# Work item
Leaving out the images, please output every entry exactly as it appears.

# Input

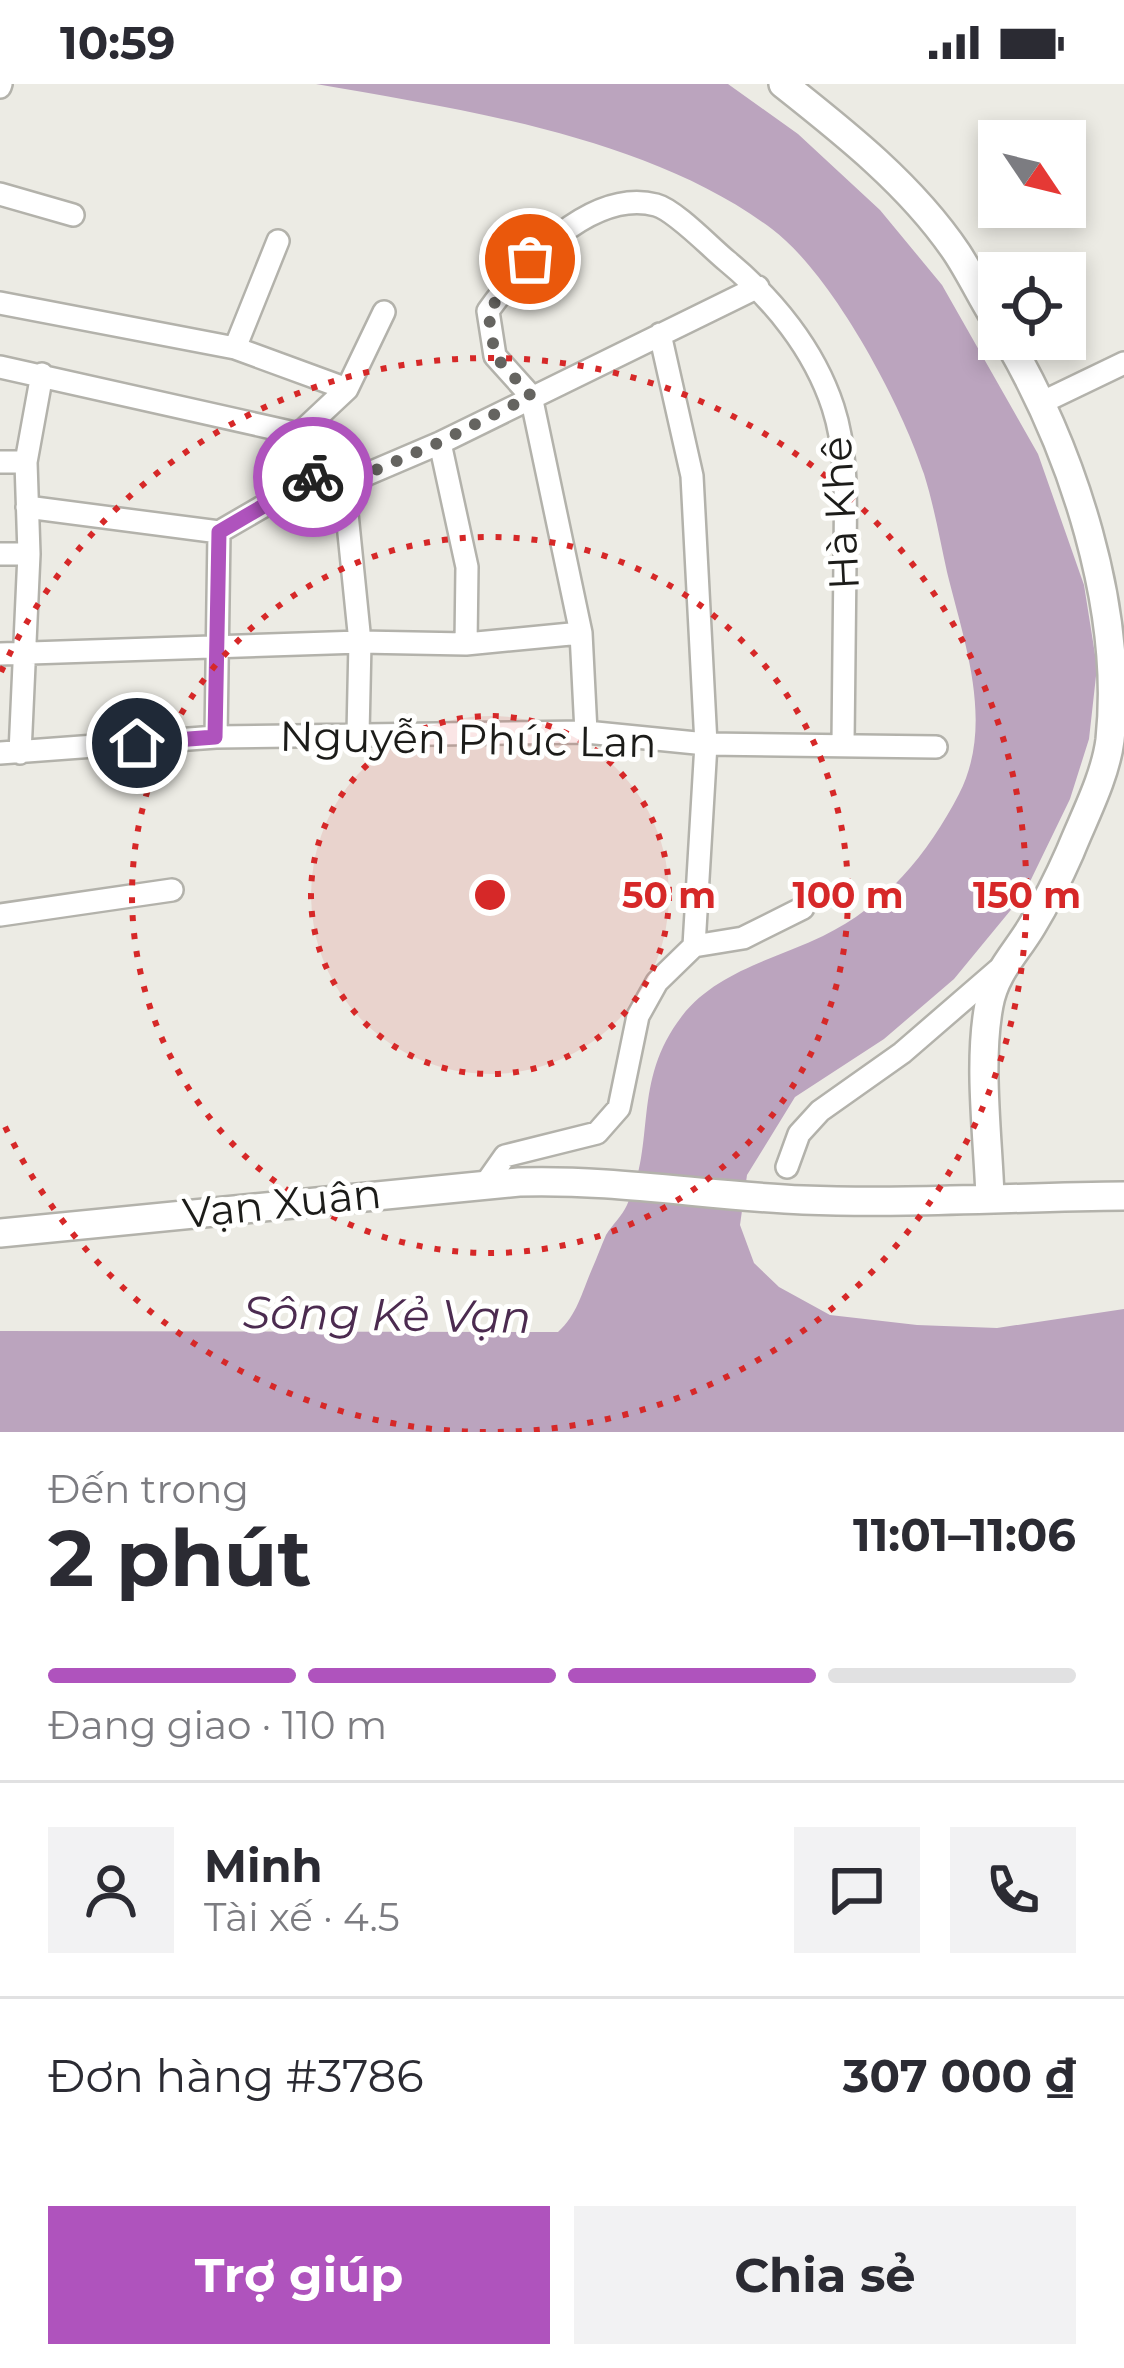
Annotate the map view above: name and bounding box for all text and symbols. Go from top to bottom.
text: 10:59 [60,15,175,70]
north arrow [978,120,1086,228]
map controls [978,120,1086,360]
pin [479,208,581,310]
icon: bag [497,226,563,292]
button: locate [978,252,1086,360]
courier [253,417,373,537]
street label: Hà Khê [810,435,870,591]
icon: bike [280,444,346,510]
pin [86,692,188,794]
icon: home [104,710,170,776]
street label: Nguyễn Phúc Lan [279,710,657,768]
text: 50 m [622,873,716,917]
text: 100 m [793,873,903,917]
text: 150 m [973,873,1081,917]
centre of rings [469,874,511,916]
street label: Vạn Xuân [180,1167,384,1239]
water label: Sông Kẻ Vạn [242,1284,532,1344]
text: Đến trong [48,1465,249,1513]
text: 11:01–11:06 [853,1507,1076,1562]
text: 2 phút [48,1510,311,1606]
text: Đang giao · 110 m [48,1701,387,1749]
button: person [48,1827,174,1953]
button: chat [794,1827,920,1953]
button: phone [950,1827,1076,1953]
text: Minh [204,1838,323,1893]
text: Tài xế · 4.5 [204,1893,400,1941]
text: Đơn hàng #3786 [48,2048,424,2103]
text: 307 000 ₫ [843,2048,1076,2103]
button: Trợ giúp [48,2206,550,2344]
button: Chia sẻ [574,2206,1076,2344]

# Completed task
Annotate the map view above: name and bounding box for all text and symbols. Go from top to bottom.
text: 10:59 [60,15,175,70]
north arrow [978,120,1086,228]
map controls [978,120,1086,360]
pin [479,208,581,310]
icon: bag [497,226,563,292]
button: locate [978,252,1086,360]
courier [253,417,373,537]
street label: Hà Khê [810,435,870,591]
icon: bike [280,444,346,510]
pin [86,692,188,794]
icon: home [104,710,170,776]
street label: Nguyễn Phúc Lan [279,710,657,768]
text: 50 m [622,873,716,917]
text: 100 m [793,873,903,917]
text: 150 m [973,873,1081,917]
centre of rings [469,874,511,916]
street label: Vạn Xuân [180,1167,384,1239]
water label: Sông Kẻ Vạn [242,1284,532,1344]
text: Đến trong [48,1465,249,1513]
text: 11:01–11:06 [853,1507,1076,1562]
text: 2 phút [48,1510,311,1606]
text: Đang giao · 110 m [48,1701,387,1749]
button: person [48,1827,174,1953]
button: chat [794,1827,920,1953]
button: phone [950,1827,1076,1953]
text: Minh [204,1838,323,1893]
text: Tài xế · 4.5 [204,1893,400,1941]
text: Đơn hàng #3786 [48,2048,424,2103]
text: 307 000 ₫ [843,2048,1076,2103]
button: Trợ giúp [48,2206,550,2344]
button: Chia sẻ [574,2206,1076,2344]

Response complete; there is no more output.